Saved data entries
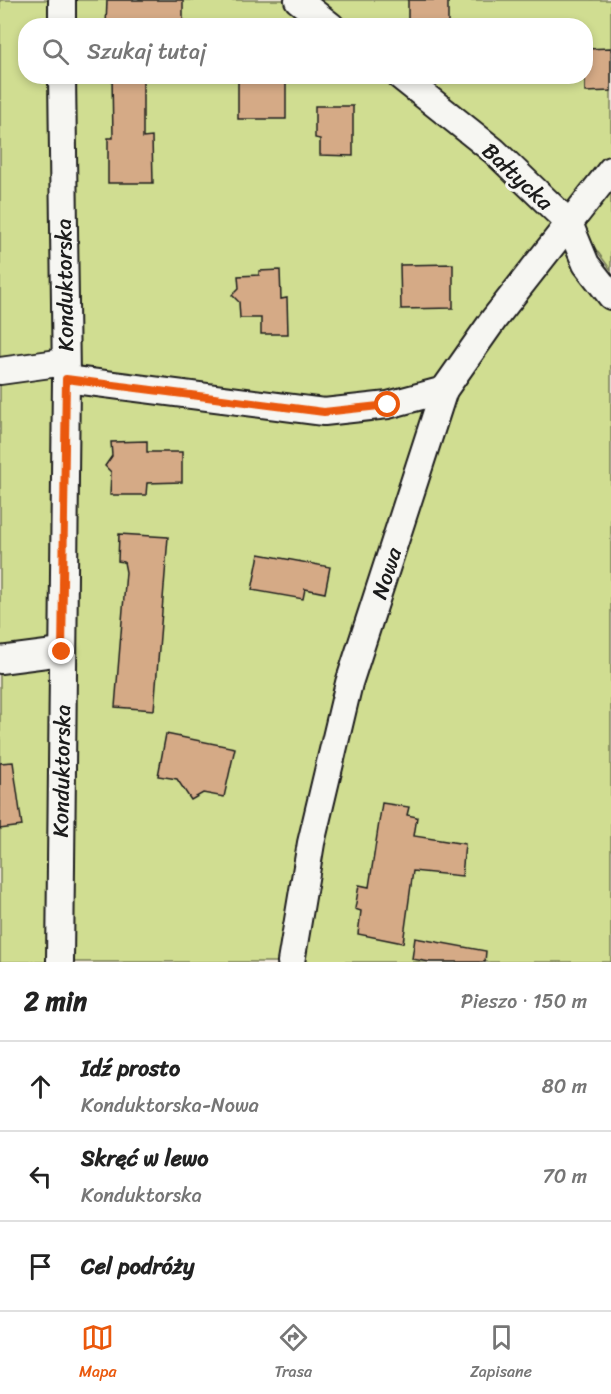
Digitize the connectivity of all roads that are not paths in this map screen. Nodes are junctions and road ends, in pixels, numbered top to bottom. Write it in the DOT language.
graph roads {
  1 [pos="62,0"];
  2 [pos="62,18"];
  3 [pos="62,84"];
  4 [pos="410,84"];
  5 [pos="611,171"];
  6 [pos="569,224"];
  7 [pos="611,296"];
  8 [pos="0,371"];
  9 [pos="66,371"];
  10 [pos="444,390"];
  11 [pos="62,652"];
  12 [pos="0,660"];
  13 [pos="60,962"];
  14 [pos="291,962"];
  1 -- 2 [label="street"];
  3 -- 9 [label="street, Konduktorska"];
  4 -- 6 [label="street, Bałtycka"];
  5 -- 6 [label="street, Nowa"];
  6 -- 7 [label="street, Bałtycka"];
  6 -- 10 [label="street, Nowa"];
  8 -- 9 [label="street"];
  9 -- 10 [label="street"];
  9 -- 11 [label="street, Konduktorska"];
  10 -- 14 [label="street, Nowa"];
  11 -- 12 [label="street"];
  11 -- 13 [label="street, Konduktorska"];
}
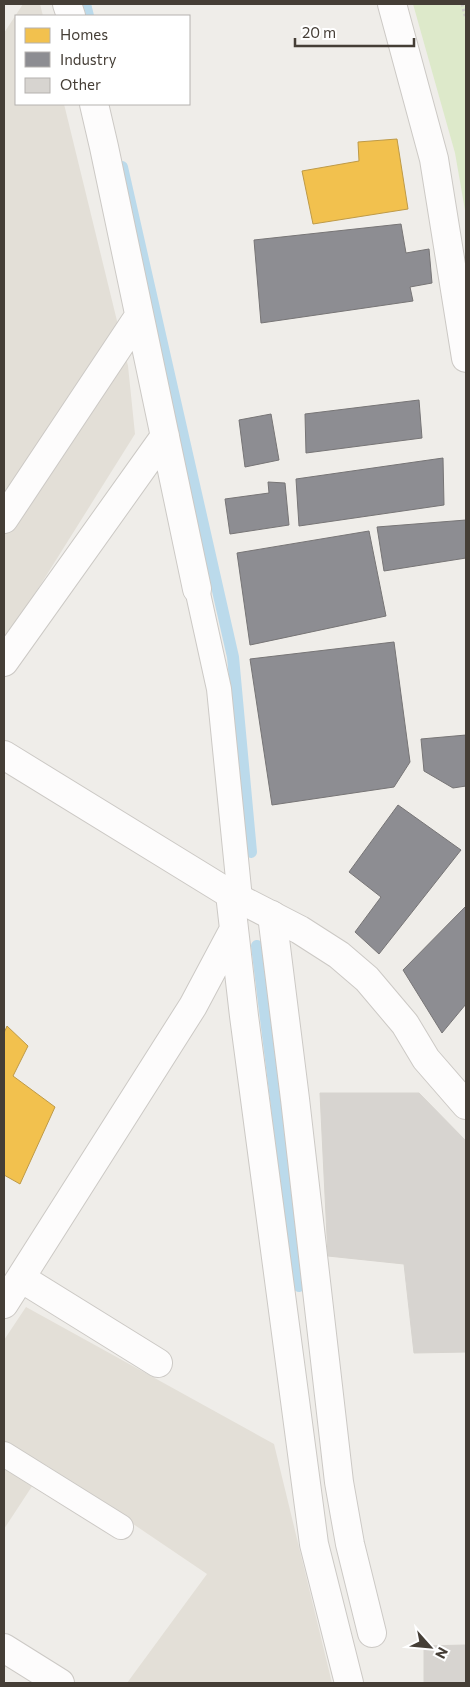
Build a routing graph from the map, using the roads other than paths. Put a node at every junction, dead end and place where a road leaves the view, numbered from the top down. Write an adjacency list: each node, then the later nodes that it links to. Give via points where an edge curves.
1 (392, 4): 4 (street, via 434,159)
2 (94, 105): 3 (street)
3 (139, 316): 5 (street); 6 (street)
4 (466, 358)
5 (166, 436): 7 (street); 8 (street)
6 (4, 520)
7 (197, 589): 10 (lane, via 219,689)
8 (4, 662)
9 (4, 755): 10 (street)
10 (235, 897): 11 (street); 12 (street)
11 (272, 915): 13 (street, via 339,955 367,979 405,1024 426,1059); 19 (street, via 340,1482 350,1544)
12 (234, 928): 14 (street, via 193,1006); 22 (street, via 314,1544)
13 (466, 1105)
14 (21, 1278): 15 (street); 16 (street)
15 (4, 1304)
16 (158, 1363)
17 (4, 1454): 18 (lane)
18 (121, 1527)
19 (372, 1633)
20 (4, 1648): 21 (street)
21 (60, 1683)
22 (349, 1683)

* _Assignment_
Print the records again exactly, pictures excluded.

* _Answer box_
Digitize the connectivity of all roads that are not paths in this map screen. Nodes are junctions and road ends, in pixels, numbered top to bottom. Write it in the DOT language.
graph roads {
  1 [pos="62,0"];
  2 [pos="62,18"];
  3 [pos="62,84"];
  4 [pos="410,84"];
  5 [pos="611,171"];
  6 [pos="569,224"];
  7 [pos="611,296"];
  8 [pos="0,371"];
  9 [pos="66,371"];
  10 [pos="444,390"];
  11 [pos="62,652"];
  12 [pos="0,660"];
  13 [pos="60,962"];
  14 [pos="291,962"];
  1 -- 2 [label="street"];
  3 -- 9 [label="street, Konduktorska"];
  4 -- 6 [label="street, Bałtycka"];
  5 -- 6 [label="street, Nowa"];
  6 -- 7 [label="street, Bałtycka"];
  6 -- 10 [label="street, Nowa"];
  8 -- 9 [label="street"];
  9 -- 10 [label="street"];
  9 -- 11 [label="street, Konduktorska"];
  10 -- 14 [label="street, Nowa"];
  11 -- 12 [label="street"];
  11 -- 13 [label="street, Konduktorska"];
}
Build a routing graph from the map, using the roads other than paths. Put a node at every junction, dead end and place where a road leaves the view, numbered from the top down. Write an adjacency list: each node, then the later nodes that it links to. Give via points where an edge curves.
1 (392, 4): 4 (street, via 434,159)
2 (94, 105): 3 (street)
3 (139, 316): 5 (street); 6 (street)
4 (466, 358)
5 (166, 436): 7 (street); 8 (street)
6 (4, 520)
7 (197, 589): 10 (lane, via 219,689)
8 (4, 662)
9 (4, 755): 10 (street)
10 (235, 897): 11 (street); 12 (street)
11 (272, 915): 13 (street, via 339,955 367,979 405,1024 426,1059); 19 (street, via 340,1482 350,1544)
12 (234, 928): 14 (street, via 193,1006); 22 (street, via 314,1544)
13 (466, 1105)
14 (21, 1278): 15 (street); 16 (street)
15 (4, 1304)
16 (158, 1363)
17 (4, 1454): 18 (lane)
18 (121, 1527)
19 (372, 1633)
20 (4, 1648): 21 (street)
21 (60, 1683)
22 (349, 1683)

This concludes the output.